LittleBill wrote:
mike-s wrote:
LittleBill wrote:
i have never seen power cords labeled directly to the outlet.
So, you were doing it wrong.
mike this will be my last post on the subject but if we ever told a customer that power cycling was required to keep our equipment operating correctly, they would tell us to remove it and send us home. I'm sorry you have to work with equipment that apparently needs enough power cycling that you had to go to the trouble to actually put in power cycling pdu's.
and when you work in a large DC, you will realize they use dedicated electricians to actually run the power. i am a contractor, i have worked with 100's of customers in 100's of DC's, i have never seen what you describe done in practice ever. yanking power on enterprise equipment to fix a issue is simply an unacceptable answer.

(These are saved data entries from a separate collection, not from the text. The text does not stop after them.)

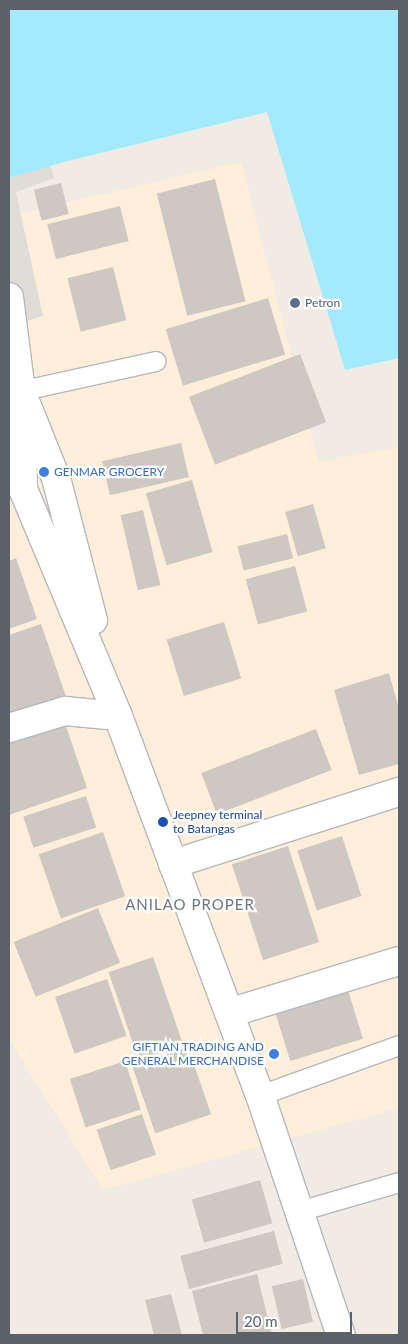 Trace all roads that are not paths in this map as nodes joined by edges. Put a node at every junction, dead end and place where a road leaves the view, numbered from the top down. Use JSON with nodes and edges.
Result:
{"nodes":[{"id":1,"x":9,"y":297,"type":"edge"},
{"id":2,"x":156,"y":361,"type":"dead end"},
{"id":3,"x":15,"y":392,"type":"edge"},
{"id":4,"x":118,"y":716,"type":"junction"},
{"id":5,"x":9,"y":728,"type":"edge"},
{"id":6,"x":399,"y":792,"type":"edge"},
{"id":7,"x":173,"y":864,"type":"junction"},
{"id":8,"x":399,"y":960,"type":"edge"},
{"id":9,"x":229,"y":1013,"type":"junction"},
{"id":10,"x":399,"y":1045,"type":"edge"},
{"id":11,"x":260,"y":1095,"type":"junction"},
{"id":12,"x":399,"y":1182,"type":"edge"},
{"id":13,"x":299,"y":1210,"type":"junction"},
{"id":14,"x":341,"y":1335,"type":"edge"}],
"edges":[{"from":1,"to":3,"type":"street"},
{"from":2,"to":3,"type":"lane"},
{"from":3,"to":4,"type":"street"},
{"from":4,"to":5,"type":"street"},
{"from":4,"to":7,"type":"street"},
{"from":6,"to":7,"type":"street"},
{"from":7,"to":9,"type":"street"},
{"from":8,"to":9,"type":"street"},
{"from":9,"to":11,"type":"street"},
{"from":10,"to":11,"type":"lane"},
{"from":11,"to":13,"type":"street"},
{"from":12,"to":13,"type":"lane"},
{"from":13,"to":14,"type":"street"}]}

I think as a vendor you know as well as we the customers do that things break in software as well as hardware and simply need rebooting wether the cause is firmware or hardware related, it happens and you know it does. I'm sure you are also well aware that IT support is often not in the location where the problem occurs. So as a vendor how do you suggest that the customers IT dept deal with equipment that simply needs a cold boot? Enterprise equipment is not bulletproof as you suggest. If that were the case they wouldn't need a CS dept would they?
I cannot imagine what DC's you frequent that engineeed their facilities so poorly that it requires human intervention to do a simple cold boot because a device is feeling cranky.